1 https://www.brennancenter.org/our-work/research-reports/gerr...
2 https://youtu.be/s7tWHJfhiyo
3 https://publicintegrity.org/politics/state-politics/copy-pas...
4 https://faculty.wcas.northwestern.edu/~jnd260/cab/CAB2012%20...
The people in Wyoming and Vermont aren't too happy about Chicagoans deciding things for them, either.
The point about the Senate is that it's asymmetric representation. The Senate kills bills, and it can be done with a much smaller portion of the voting bloc than is representative.
This presupposes both that the system is representative of the will of the people and that people act rationally in their own self-interest, both of which are provably false. For example, 88% of Americans think Marijuana should be legal federally, both medical and recreational marijuana. Overwhelming majorities have held this view for years. Did they vote in representatives that promised to enact them? And this is on an issue where 88% of Americans agree. Rarely will you get such widespread agreement by Americans on any issue.

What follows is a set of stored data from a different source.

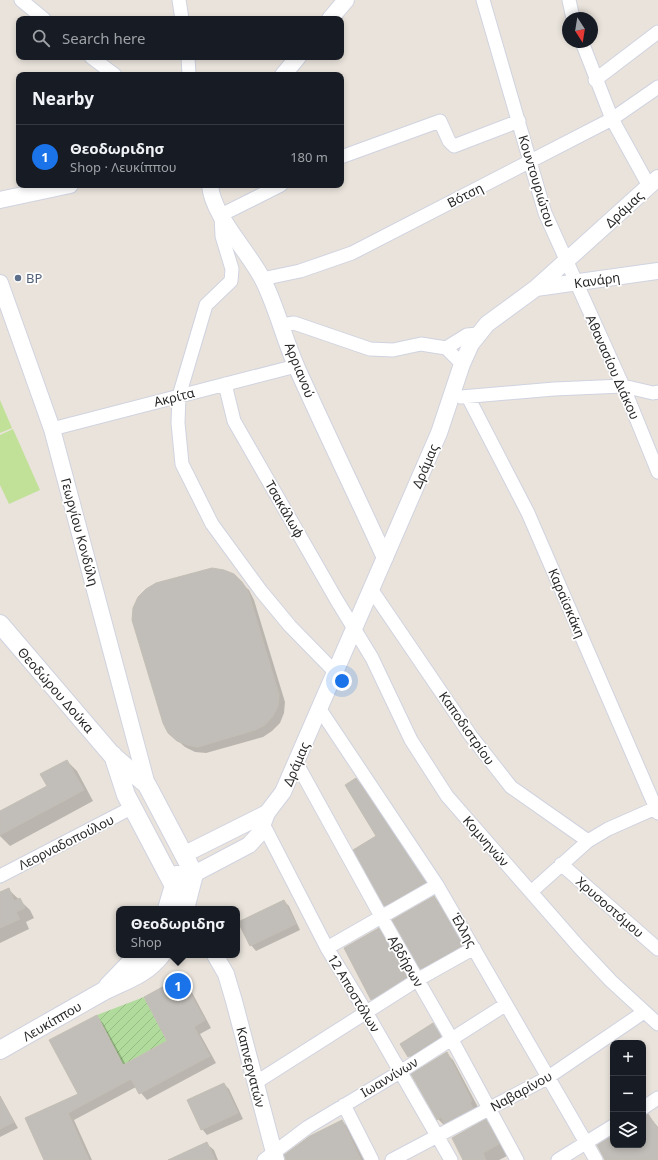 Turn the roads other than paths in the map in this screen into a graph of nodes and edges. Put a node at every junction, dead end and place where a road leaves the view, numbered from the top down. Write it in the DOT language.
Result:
graph roads {
  1 [pos="21,0"];
  2 [pos="179,0"];
  3 [pos="346,0"];
  4 [pos="483,0"];
  5 [pos="569,0"];
  6 [pos="572,12"];
  7 [pos="40,16"];
  8 [pos="182,16"];
  9 [pos="333,16"];
  10 [pos="658,32"];
  11 [pos="584,48"];
  12 [pos="94,60"];
  13 [pos="188,60"];
  14 [pos="296,60"];
  15 [pos="111,72"];
  16 [pos="189,72"];
  17 [pos="286,72"];
  18 [pos="595,80"];
  19 [pos="658,87"];
  20 [pos="612,119"];
  21 [pos="519,122"];
  22 [pos="344,157"];
  23 [pos="530,162"];
  24 [pos="654,182"];
  25 [pos="56,188"];
  26 [pos="210,188"];
  27 [pos="275,188"];
  28 [pos="0,200"];
  29 [pos="221,215"];
  30 [pos="566,263"];
  31 [pos="658,271"];
  32 [pos="262,279"];
  33 [pos="0,283"];
  34 [pos="575,283"];
  35 [pos="536,288"];
  36 [pos="282,325"];
  37 [pos="478,334"];
  38 [pos="446,348"];
  39 [pos="462,364"];
  40 [pos="296,366"];
  41 [pos="225,384"];
  42 [pos="623,386"];
  43 [pos="658,392"];
  44 [pos="179,396"];
  45 [pos="468,397"];
  46 [pos="451,398"];
  47 [pos="52,429"];
  48 [pos="658,472"];
  49 [pos="385,558"];
  50 [pos="371,589"];
  51 [pos="0,624"];
  52 [pos="354,628"];
  53 [pos="335,672"];
  54 [pos="319,708"];
  55 [pos="112,755"];
  56 [pos="296,762"];
  57 [pos="147,785"];
  58 [pos="133,807"];
  59 [pos="657,809"];
  60 [pos="265,818"];
  61 [pos="588,841"];
  62 [pos="183,855"];
  63 [pos="561,864"];
  64 [pos="194,874"];
  65 [pos="0,876"];
  66 [pos="437,885"];
  67 [pos="174,886"];
  68 [pos="531,892"];
  69 [pos="168,906"];
  70 [pos="185,906"];
  71 [pos="186,906"];
  72 [pos="382,918"];
  73 [pos="327,948"];
  74 [pos="474,948"];
  75 [pos="658,949"];
  76 [pos="135,958"];
  77 [pos="159,958"];
  78 [pos="208,958"];
  79 [pos="217,958"];
  80 [pos="226,974"];
  81 [pos="417,980"];
  82 [pos="103,991"];
  83 [pos="506,1004"];
  84 [pos="366,1012"];
  85 [pos="644,1012"];
  86 [pos="658,1024"];
  87 [pos="451,1038"];
  88 [pos="0,1050"];
  89 [pos="400,1072"];
  90 [pos="547,1078"];
  91 [pos="254,1083"];
  92 [pos="658,1098"];
  93 [pos="344,1105"];
  94 [pos="646,1106"];
  95 [pos="488,1109"];
  96 [pos="610,1128"];
  97 [pos="438,1137"];
  98 [pos="585,1143"];
  99 [pos="271,1157"];
  100 [pos="372,1160"];
  101 [pos="392,1160"];
  102 [pos="451,1160"];
  103 [pos="516,1160"];
  104 [pos="558,1160"];
  105 [pos="596,1160"];
  1 -- 7 [label="street"];
  2 -- 8 [label="street"];
  3 -- 9 [label="street"];
  4 -- 21 [label="street, Κουντουριώτου"];
  5 -- 6 [label="street"];
  10 -- 18 [label="street"];
  11 -- 18 [label="street"];
  12 -- 15 [label="street"];
  13 -- 16 [label="street"];
  14 -- 17 [label="street"];
  18 -- 20 [label="street"];
  19 -- 20 [label="street, Βότση"];
  20 -- 23 [label="street, Βότση"];
  20 -- 24 [label="street"];
  21 -- 22 [label="street, Κουντουριώτου"];
  21 -- 23 [label="street, Κουντουριώτου"];
  23 -- 30 [label="street, Κουντουριώτου"];
  23 -- 32 [label="street, Βότση"];
  24 -- 30 [label="street, Δράμας"];
  25 -- 28 [label="street"];
  26 -- 29 [label="street, Αρριανού"];
  27 -- 29 [label="street"];
  29 -- 32 [label="street, Αρριανού"];
  29 -- 44 [label="street"];
  30 -- 34 [label="street, Αθανασίου Διάκου"];
  30 -- 35 [label="street, Δράμας"];
  31 -- 34 [label="street, Κανάρη"];
  32 -- 36 [label="street, Αρριανού"];
  33 -- 47 [label="street, Γεωργίου Κονδύλη"];
  34 -- 35 [label="street, Κανάρη"];
  34 -- 42 [label="street, Αθανασίου Διάκου"];
  35 -- 37 [label="street, Δράμας"];
  36 -- 38 [label="street"];
  36 -- 40 [label="street, Αρριανού"];
  37 -- 38 [label="street"];
  37 -- 39 [label="street, Δράμας"];
  38 -- 39 [label="street"];
  39 -- 46 [label="street, Δράμας"];
  40 -- 41 [label="street, Ακρίτα"];
  40 -- 49 [label="street, Αρριανού"];
  41 -- 44 [label="street, Ακρίτα"];
  41 -- 52 [label="street, Τσακάλωφ"];
  42 -- 43 [label="street"];
  42 -- 45 [label="street"];
  42 -- 48 [label="street, Αθανασίου Διάκου"];
  44 -- 47 [label="street, Ακρίτα"];
  44 -- 53 [label="street"];
  45 -- 46 [label="street"];
  45 -- 59 [label="street, Καραϊσκάκη"];
  46 -- 49 [label="street, Δράμας"];
  47 -- 57 [label="street, Γεωργίου Κονδύλη"];
  49 -- 50 [label="street, Δράμας"];
  50 -- 52 [label="street, Δράμας"];
  50 -- 61 [label="street, Καποδιστρίου"];
  51 -- 55 [label="main road, Θεοδώρου Δούκα"];
  52 -- 53 [label="street, Δράμας"];
  52 -- 68 [label="street, Κομνηνών"];
  53 -- 54 [label="street, Δράμας"];
  54 -- 56 [label="street, Δράμας"];
  54 -- 66 [label="street, Έλλης"];
  55 -- 57 [label="main road, Θεοδώρου Δούκα"];
  55 -- 58 [label="main road, Θεοδώρου Δούκα"];
  56 -- 60 [label="street, Δράμας"];
  56 -- 72 [label="street, Αβδήρων"];
  57 -- 62 [label="main road, Θεοδώρου Δούκα"];
  58 -- 65 [label="street, Λεορναδοπούλου"];
  58 -- 67 [label="main road, Θεοδώρου Δούκα"];
  59 -- 61 [label="street"];
  60 -- 62 [label="street, Δράμας"];
  60 -- 64 [label="street, Δράμας"];
  60 -- 73 [label="street, 12 Αποστόλων"];
  61 -- 63 [label="street"];
  62 -- 64 [label="main road, Θεοδώρου Δούκα"];
  62 -- 67 [label="main road"];
  63 -- 68 [label="street"];
  63 -- 75 [label="street, Χρυσοστόμου"];
  64 -- 71 [label="main road"];
  66 -- 72 [label="street"];
  66 -- 74 [label="street, Έλλης"];
  67 -- 69 [label="main road"];
  67 -- 70 [label="street"];
  68 -- 85 [label="street, Κομνηνών"];
  72 -- 73 [label="street"];
  72 -- 81 [label="street, Αβδήρων"];
  73 -- 84 [label="street, 12 Αποστόλων"];
  74 -- 81 [label="street"];
  74 -- 83 [label="street, Έλλης"];
  76 -- 82 [label="main road, Λευκίππου"];
  77 -- 82 [label="main road, Λευκίππου"];
  78 -- 80 [label="street"];
  79 -- 80 [label="street, Καπνεργατών"];
  80 -- 91 [label="street, Καπνεργατών"];
  81 -- 84 [label="street"];
  81 -- 87 [label="street, Αβδήρων"];
  82 -- 88 [label="main road, Λευκίππου"];
  83 -- 87 [label="street, Ιωαννίνων"];
  83 -- 90 [label="street, Έλλης"];
  84 -- 89 [label="street, 12 Αποστόλων"];
  84 -- 91 [label="street"];
  85 -- 86 [label="street, Κομνηνών"];
  85 -- 90 [label="street, Ναβαρίνου"];
  87 -- 89 [label="street, Ιωαννίνων"];
  87 -- 95 [label="street, Αβδήρων"];
  89 -- 93 [label="street, Ιωαννίνων"];
  89 -- 97 [label="street, 12 Αποστόλων"];
  90 -- 95 [label="street, Ναβαρίνου"];
  90 -- 98 [label="street, Έλλης"];
  91 -- 99 [label="street, Καπνεργατών"];
  92 -- 94 [label="street"];
  93 -- 99 [label="street, Ιωαννίνων"];
  93 -- 100 [label="street"];
  95 -- 97 [label="street, Ναβαρίνου"];
  95 -- 103 [label="street, Αβδήρων"];
  96 -- 98 [label="street"];
  97 -- 101 [label="street, Ναβαρίνου"];
  97 -- 102 [label="street, 12 Αποστόλων"];
  98 -- 104 [label="street"];
  98 -- 105 [label="street, Έλλης"];
} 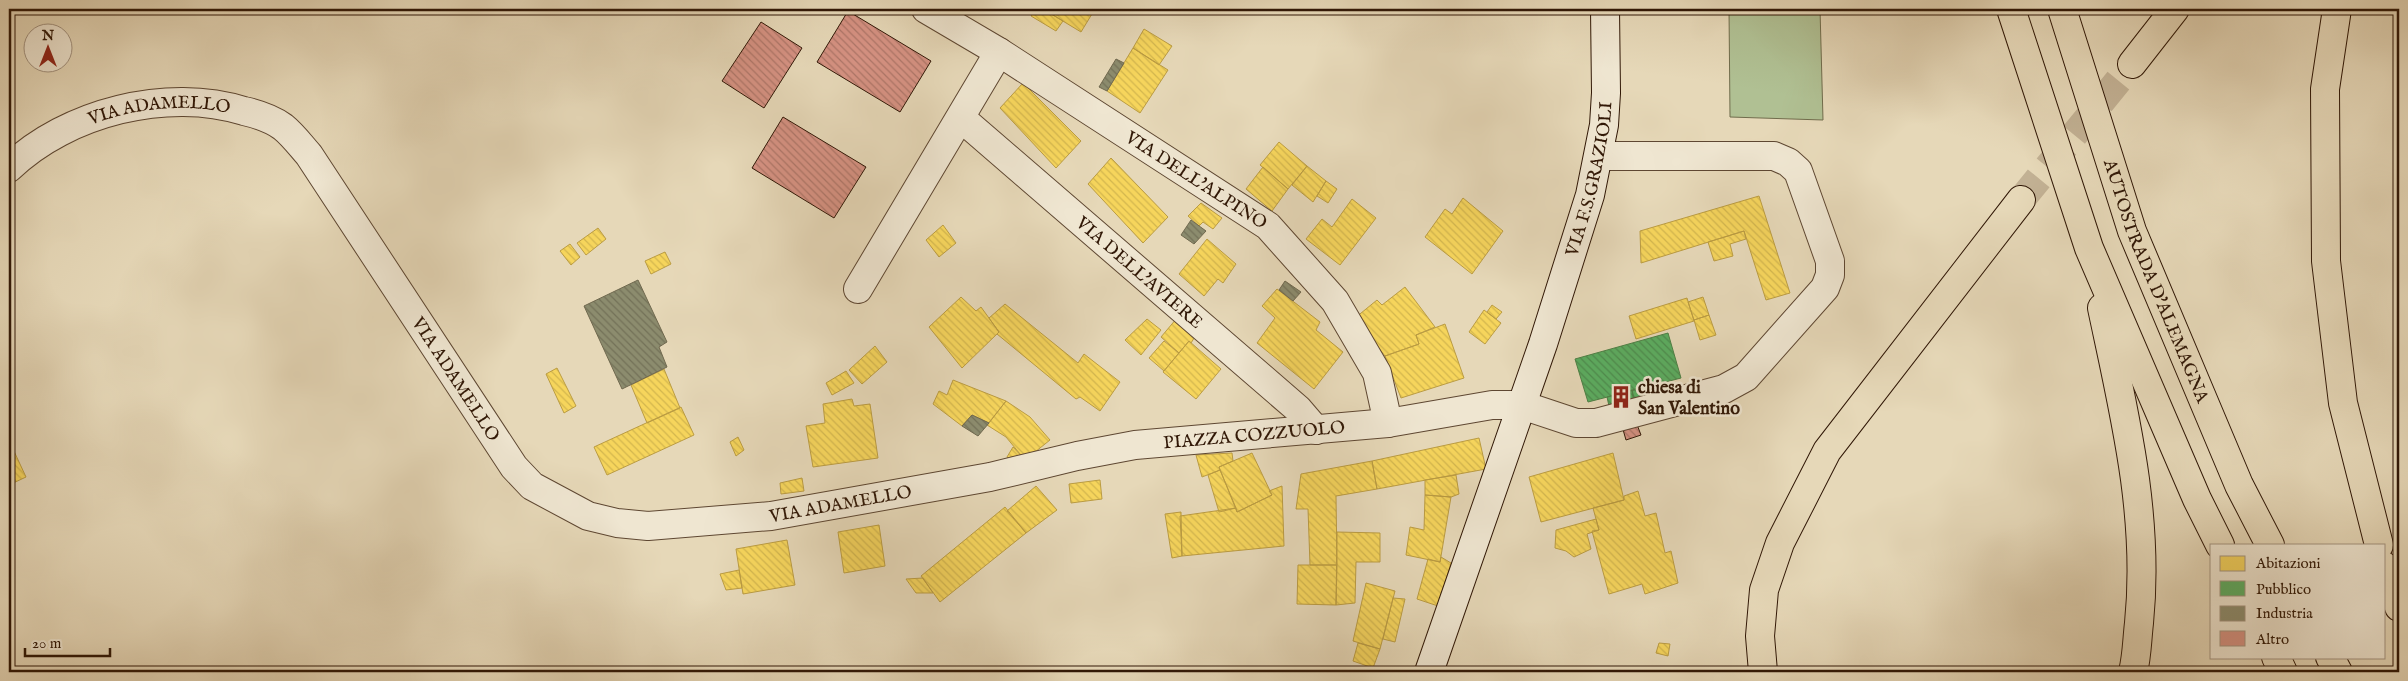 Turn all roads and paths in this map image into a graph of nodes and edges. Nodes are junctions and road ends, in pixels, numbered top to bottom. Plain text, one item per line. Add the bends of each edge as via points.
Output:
1 (926, 9) edge
2 (1605, 9) edge
3 (2011, 9) edge
4 (2062, 9) edge
5 (2175, 9) edge
6 (2337, 9) edge
7 (1000, 52) junction
8 (2132, 64) tunnel mouth
9 (960, 118) junction
10 (1599, 156) junction
11 (9, 168) edge
12 (2021, 200) tunnel mouth
13 (2089, 248) junction
14 (858, 289) dead end
15 (1522, 405) junction
16 (1388, 423) junction
17 (1316, 430) junction
18 (990, 477) joint
19 (2220, 544) edge
20 (2269, 544) edge
21 (2379, 544) edge
22 (2386, 572) edge
23 (2399, 608) edge
24 (2276, 658) edge
25 (2331, 658) edge
26 (1429, 672) edge
27 (1764, 672) edge
28 (2133, 672) edge
29 (2283, 672) edge
30 (2338, 672) edge

1 - 7 street, VIA DELL'ALPINO
2 - 10 street, VIA F.S.GRAZIOLI via 1606,93
3 - 13 highway
4 - 20 highway, AUTOSTRADA D'ALEMAGNA via 2132,231 2238,485
5 - 8 highway
6 - 21 highway via 2325,89 2326,261 2343,403
7 - 9 street
7 - 16 street, VIA DELL'ALPINO via 1268,226 1335,302 1377,373
9 - 14 street
9 - 17 street, VIA DELL'AVIERE via 1298,409
10 - 15 street, VIA F.S.GRAZIOLI via 1576,240
10 - 15 street, PIAZZA COZZUOLO via 1763,155 1781,158 1794,166 1802,178 1830,261 1830,276 1825,288 1746,377 1724,388 1596,423 1576,422
11 - 18 street, VIA ADAMELLO via 43,141 64,130 109,113 152,102 194,100 230,106 283,127 309,155 514,468 532,486 588,516 648,526 771,516
12 - 27 highway via 1828,451 1780,543 1764,590 1760,636
13 - 19 highway
13 - 28 highway via 2128,431 2140,510 2143,562
15 - 16 street, PIAZZA COZZUOLO via 1492,405
15 - 26 street
16 - 17 street, PIAZZA COZZUOLO
17 - 18 street, PIAZZA COZZUOLO via 1135,445
22 - 23 highway
24 - 29 highway
25 - 30 highway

This isn't to say that people actually want term limits, that's an entirely separate debate, only that the fact that term limits haven't been implemented is no barometer for that.
https://www.pewresearch.org/fact-tank/2022/11/22/americans-o...
"think about the children".
And by the way, I find the second complaint quite weak. Can I sue the NSA because I can't properly sleep at night due to my anxiety of being under constant surveillance? Of course I can sue, it's a free country. But should I expect the Supreme Court to hear my case? Most likely not.